In due time—and with only those slight mischances which form rather the charms of travel—I reached the Mississippi plantation, and presented my letters of introduction to the proprietor. I was received with all the warmth of Western hospitality. Indeed, by my new host, Henry Woodley, credentials would scarce have been called for. Sufficient for him to know that I was fond of hunting, to have insured me a warm reception. With the addition of such introduction as I carried, it was only made the warmer; and I was received with as much zeal as if, instead of that pretty epistle from his sister, I had brought one from the old squire containing a check for a thousand dollars.

I was not long upon the plantation of Mr. Henry Woodley, till I could tell that this last would not have been unwelcome. Here every thing was different from the old homestead in Tennessee.

Instead of a handsome "frame house," well filled with furniture that approached the fashionable, I was introduced to a dwelling of a less pretentious kind. It was a large log-cabin, comfortable enough, but with no claim to architectural style. It stood inside of an inclosure of rude rail fence, overshadowed by trees and surrounded by a shrubbery of magnolias, osage orange, and other fair forms of vegetation, just as the forest had furnished them. At the back were the cooking quarters, standing apart; beyond them the stabling, and to one side a group of negro-cabins at some distance from the dwelling. Despite the primitive rudeness of the place, there was that picturesqueness that is pleasing to the eye.

There were, withal, sufficient signs to insure comfort, and a kennel close by containing a score of stag-hounds—some of them showing scars that could only have been made by the claws of bear or panther—promised something more—that sport of which their proprietor was so passionately fond—the grand chase.

It was for this, in truth, that Henry Woodley had selected his new home; for this consented, year after year, to endure the summer heats, and breathe the miasma of the Mississippi swamps—not to make a fortune in the culture of cotton and tobacco. His corn-growing was intended only to feed the horses in his stable, as well as the hogs required for the sustenance of the negro-quarters and the kennel.

Henry Woodley was not the only man I had met who, under the pretense of being a planter, passed three-fourths of his time in the chase—his farming being only a pleasant fiction—a pretext, to escape from the charge—even the self-accusation—of having nothing to do! Hundreds of such characters there are in the Mississippi valley.

Inside, as without, you had evidence of the house being a true hunter's home. In the vast open porch, with its adjoining gallery, you were surrounded by trophies of the chase—horns, skins and claws, suspended alongside a miscellaneous assortment of guns and riding-gear, nets, traps, and fishing-tackle.

Soon after my arrival, my host commenced initiating me into the ways of a Southern sportsman's life; and ere long I was introduced to the different kinds of chase practiced upon the Mississippi.

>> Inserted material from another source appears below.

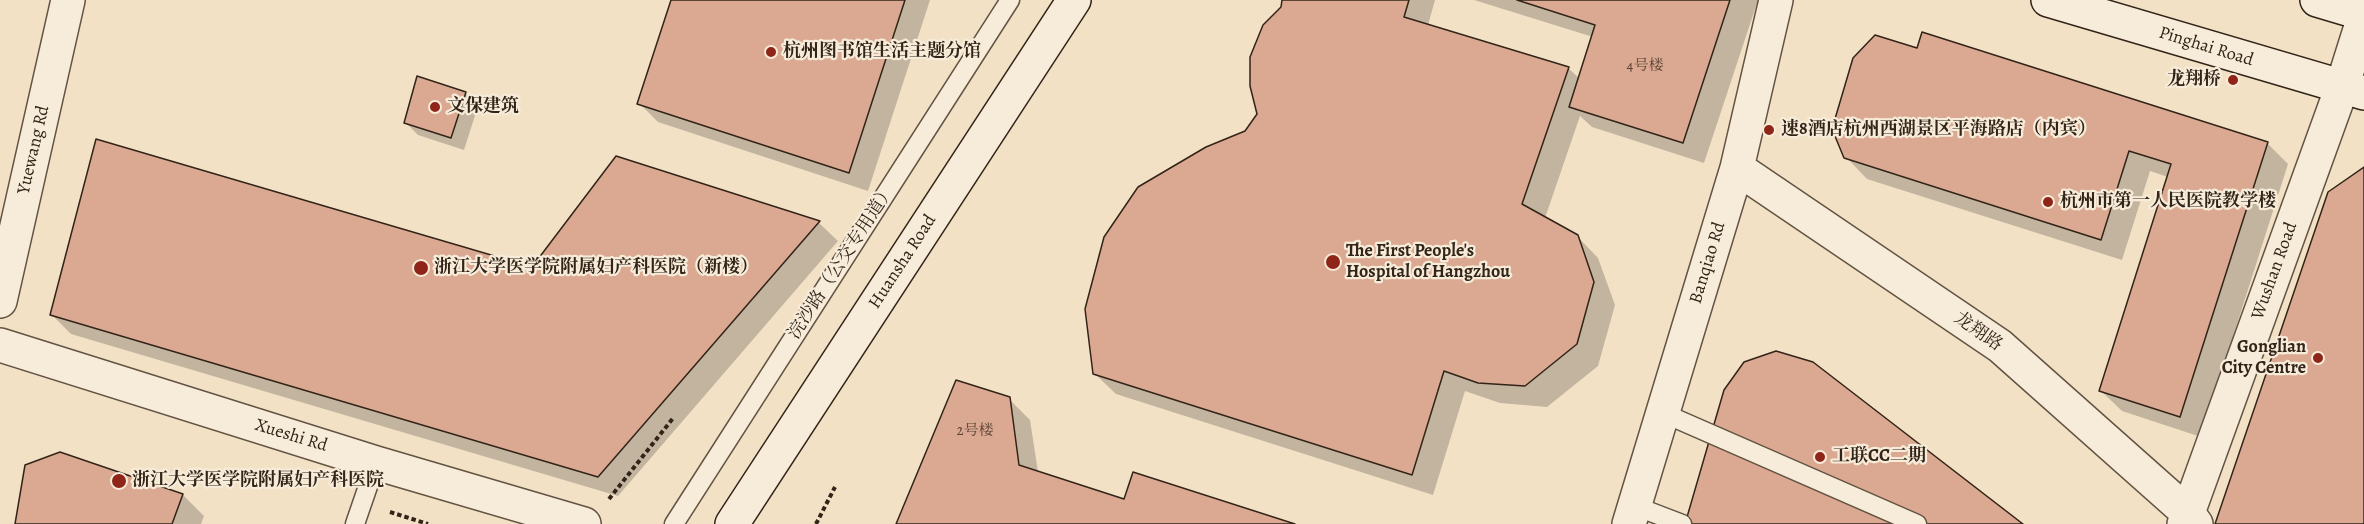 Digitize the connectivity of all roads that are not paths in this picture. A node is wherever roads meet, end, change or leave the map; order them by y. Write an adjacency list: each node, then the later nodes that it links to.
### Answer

In less than a month I had collected, on my own account, most of those trophies that fall to the lot of a Mississippi hunter. Among them were skins of the black bear, the red puma or "painter" of the backwoodsmen, the spotted lynx—better known by the name of "wild-cat"—wolves, black and gray, with raccoons, opossums, skunks, swamp rabbits, and other four-footed "varmints." In my collection were the antlers of the Virginia stag, the scaly skin of the alligator, as also the singular gar-fish, or shark of the South-western waters.